Sterigmatocystin induced cytotoxicity and disturbed lipid metabolism

Abstract

Sterigmatocystin (STC), as a mycotoxin, widely exists the environment and food, and threatens the health of animals and human. Since STC has carcinogenicity and cancer is closely related to dysregulation in lipid metabolism, it is necessary to identify the effect of STC on lipid metabolism in vitro. In this research, the cytotoxicity of STC on HL-7702 cells were evaluated, analyzed by cell viability, reactive oxygen species (ROS) levels and relative genes transcription levels. Meanwhile, lipid changes were measured by oil red O staining. Further, HPLC-MS-based untargeted lipidomics were exploited to determine the alteration in endogenous lipid metabolites when exposed to STC. The results showed that the treatment of STC decreased cell viability, increased ROS levels, triggered abnormal cell cycle-related genes expression and induced apoptosis.
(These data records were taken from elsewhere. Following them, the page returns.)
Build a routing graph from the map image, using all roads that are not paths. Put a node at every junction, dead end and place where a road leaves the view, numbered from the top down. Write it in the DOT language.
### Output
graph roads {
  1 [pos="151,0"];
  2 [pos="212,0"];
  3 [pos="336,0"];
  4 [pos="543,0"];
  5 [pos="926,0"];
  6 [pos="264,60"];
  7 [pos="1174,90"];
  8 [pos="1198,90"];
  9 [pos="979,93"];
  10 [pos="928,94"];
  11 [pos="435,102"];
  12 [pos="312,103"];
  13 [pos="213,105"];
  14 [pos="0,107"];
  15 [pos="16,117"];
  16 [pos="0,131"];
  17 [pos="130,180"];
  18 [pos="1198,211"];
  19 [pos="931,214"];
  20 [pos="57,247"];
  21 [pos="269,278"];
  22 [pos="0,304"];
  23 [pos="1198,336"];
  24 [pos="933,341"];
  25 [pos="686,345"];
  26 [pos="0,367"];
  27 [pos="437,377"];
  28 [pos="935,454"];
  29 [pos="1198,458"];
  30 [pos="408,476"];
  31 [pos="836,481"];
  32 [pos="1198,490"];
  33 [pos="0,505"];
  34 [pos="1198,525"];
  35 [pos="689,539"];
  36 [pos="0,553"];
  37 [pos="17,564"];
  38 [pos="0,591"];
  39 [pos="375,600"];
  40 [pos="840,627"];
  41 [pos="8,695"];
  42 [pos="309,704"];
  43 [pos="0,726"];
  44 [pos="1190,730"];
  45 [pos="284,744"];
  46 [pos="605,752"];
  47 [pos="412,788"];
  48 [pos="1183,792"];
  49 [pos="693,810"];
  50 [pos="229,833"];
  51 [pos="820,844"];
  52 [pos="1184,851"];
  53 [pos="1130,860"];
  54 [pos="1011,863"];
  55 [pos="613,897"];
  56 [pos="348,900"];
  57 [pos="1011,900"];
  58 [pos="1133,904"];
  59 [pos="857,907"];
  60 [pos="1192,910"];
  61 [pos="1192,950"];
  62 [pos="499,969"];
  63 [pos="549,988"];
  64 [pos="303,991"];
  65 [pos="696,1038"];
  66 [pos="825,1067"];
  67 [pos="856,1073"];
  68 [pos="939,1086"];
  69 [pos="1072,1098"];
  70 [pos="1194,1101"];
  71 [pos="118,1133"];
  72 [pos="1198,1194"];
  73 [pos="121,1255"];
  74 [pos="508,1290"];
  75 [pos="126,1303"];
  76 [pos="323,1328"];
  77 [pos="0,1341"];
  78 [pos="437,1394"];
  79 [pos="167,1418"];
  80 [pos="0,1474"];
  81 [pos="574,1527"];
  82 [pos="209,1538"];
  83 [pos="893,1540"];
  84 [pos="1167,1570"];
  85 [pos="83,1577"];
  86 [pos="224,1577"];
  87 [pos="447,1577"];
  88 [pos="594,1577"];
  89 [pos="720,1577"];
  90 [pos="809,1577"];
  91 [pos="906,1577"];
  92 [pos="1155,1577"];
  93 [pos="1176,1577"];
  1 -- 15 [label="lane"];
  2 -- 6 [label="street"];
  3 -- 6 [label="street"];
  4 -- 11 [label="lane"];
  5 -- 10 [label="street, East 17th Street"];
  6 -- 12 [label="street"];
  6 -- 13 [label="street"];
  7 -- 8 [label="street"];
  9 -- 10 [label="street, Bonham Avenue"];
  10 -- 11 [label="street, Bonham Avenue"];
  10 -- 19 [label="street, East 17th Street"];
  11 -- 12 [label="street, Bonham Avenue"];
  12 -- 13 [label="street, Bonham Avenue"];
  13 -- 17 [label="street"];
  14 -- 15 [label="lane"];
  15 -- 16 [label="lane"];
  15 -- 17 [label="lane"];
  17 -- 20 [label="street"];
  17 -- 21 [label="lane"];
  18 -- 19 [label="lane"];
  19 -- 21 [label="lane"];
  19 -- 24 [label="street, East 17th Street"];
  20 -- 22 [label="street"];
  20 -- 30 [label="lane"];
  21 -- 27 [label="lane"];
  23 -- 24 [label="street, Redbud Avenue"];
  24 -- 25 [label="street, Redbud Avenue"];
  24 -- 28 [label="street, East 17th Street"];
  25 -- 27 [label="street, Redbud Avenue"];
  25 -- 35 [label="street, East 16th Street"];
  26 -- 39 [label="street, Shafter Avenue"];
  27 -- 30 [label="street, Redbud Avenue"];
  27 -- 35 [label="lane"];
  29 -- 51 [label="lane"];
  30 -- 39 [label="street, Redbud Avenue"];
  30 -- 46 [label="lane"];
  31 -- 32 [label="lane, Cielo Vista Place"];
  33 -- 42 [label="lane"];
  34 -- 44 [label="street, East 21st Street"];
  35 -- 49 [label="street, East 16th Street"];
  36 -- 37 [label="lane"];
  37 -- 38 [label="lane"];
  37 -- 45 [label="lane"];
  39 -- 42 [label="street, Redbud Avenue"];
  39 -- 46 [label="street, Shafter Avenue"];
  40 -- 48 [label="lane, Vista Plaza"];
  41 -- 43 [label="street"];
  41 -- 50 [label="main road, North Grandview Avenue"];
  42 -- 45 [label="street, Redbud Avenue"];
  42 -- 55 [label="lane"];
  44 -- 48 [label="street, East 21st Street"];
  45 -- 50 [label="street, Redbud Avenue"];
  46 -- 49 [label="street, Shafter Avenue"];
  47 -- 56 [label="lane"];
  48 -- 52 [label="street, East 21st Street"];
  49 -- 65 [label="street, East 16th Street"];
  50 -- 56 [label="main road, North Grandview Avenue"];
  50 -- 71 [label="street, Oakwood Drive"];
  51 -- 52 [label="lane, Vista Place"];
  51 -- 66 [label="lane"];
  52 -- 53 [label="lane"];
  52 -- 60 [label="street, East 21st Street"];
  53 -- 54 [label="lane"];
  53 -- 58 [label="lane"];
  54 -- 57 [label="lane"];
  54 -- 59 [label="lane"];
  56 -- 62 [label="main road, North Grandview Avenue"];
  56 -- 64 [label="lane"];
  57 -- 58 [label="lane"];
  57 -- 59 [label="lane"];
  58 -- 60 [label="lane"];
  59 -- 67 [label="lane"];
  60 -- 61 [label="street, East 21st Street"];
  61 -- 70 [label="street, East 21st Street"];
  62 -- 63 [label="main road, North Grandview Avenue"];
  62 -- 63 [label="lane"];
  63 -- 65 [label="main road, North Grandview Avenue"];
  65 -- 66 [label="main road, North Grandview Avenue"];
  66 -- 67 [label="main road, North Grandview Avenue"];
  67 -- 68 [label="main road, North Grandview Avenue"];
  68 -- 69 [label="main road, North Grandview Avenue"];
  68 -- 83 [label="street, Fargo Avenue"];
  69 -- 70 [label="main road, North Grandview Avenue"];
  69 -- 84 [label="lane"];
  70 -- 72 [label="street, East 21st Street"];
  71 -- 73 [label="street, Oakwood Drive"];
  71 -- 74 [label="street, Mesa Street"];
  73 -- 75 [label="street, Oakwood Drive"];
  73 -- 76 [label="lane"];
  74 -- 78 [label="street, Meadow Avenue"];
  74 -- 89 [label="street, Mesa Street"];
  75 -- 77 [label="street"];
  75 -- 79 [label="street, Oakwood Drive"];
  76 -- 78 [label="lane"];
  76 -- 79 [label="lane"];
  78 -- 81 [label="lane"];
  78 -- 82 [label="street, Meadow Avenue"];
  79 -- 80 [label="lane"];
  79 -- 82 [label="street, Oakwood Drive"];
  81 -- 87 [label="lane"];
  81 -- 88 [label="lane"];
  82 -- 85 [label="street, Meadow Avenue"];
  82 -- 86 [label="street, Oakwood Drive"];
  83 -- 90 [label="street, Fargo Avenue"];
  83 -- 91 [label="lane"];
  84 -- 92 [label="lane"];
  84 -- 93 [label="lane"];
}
Besides, STC exposure resulted in abnormal accumulation of lipid droplets. Lipidomics analysis further revealed that STC induced abnormal lipids metabolism, including lysophosphatidylcholine (LPC), lysophosphatidylethanolamine (LPE), ceramides (Cer), cholesterol ester (ChE), fatty acid (FA), triglyceride (TG) and acyl carnitine (AcCa). Meanwhile, lipid species of LPC (16:0), LPC (16:1), LPC (18:0), LPC (18:1), LPC (18:2), LPE (16:0), and FA (20:4) are significantly decreased, but TG (16:0/16:1/16:1) and TG (18:1/18:1/18:2) increased dramatically. To sum up, these findings provided fresh insights to explore cytotoxic mechanism of STC.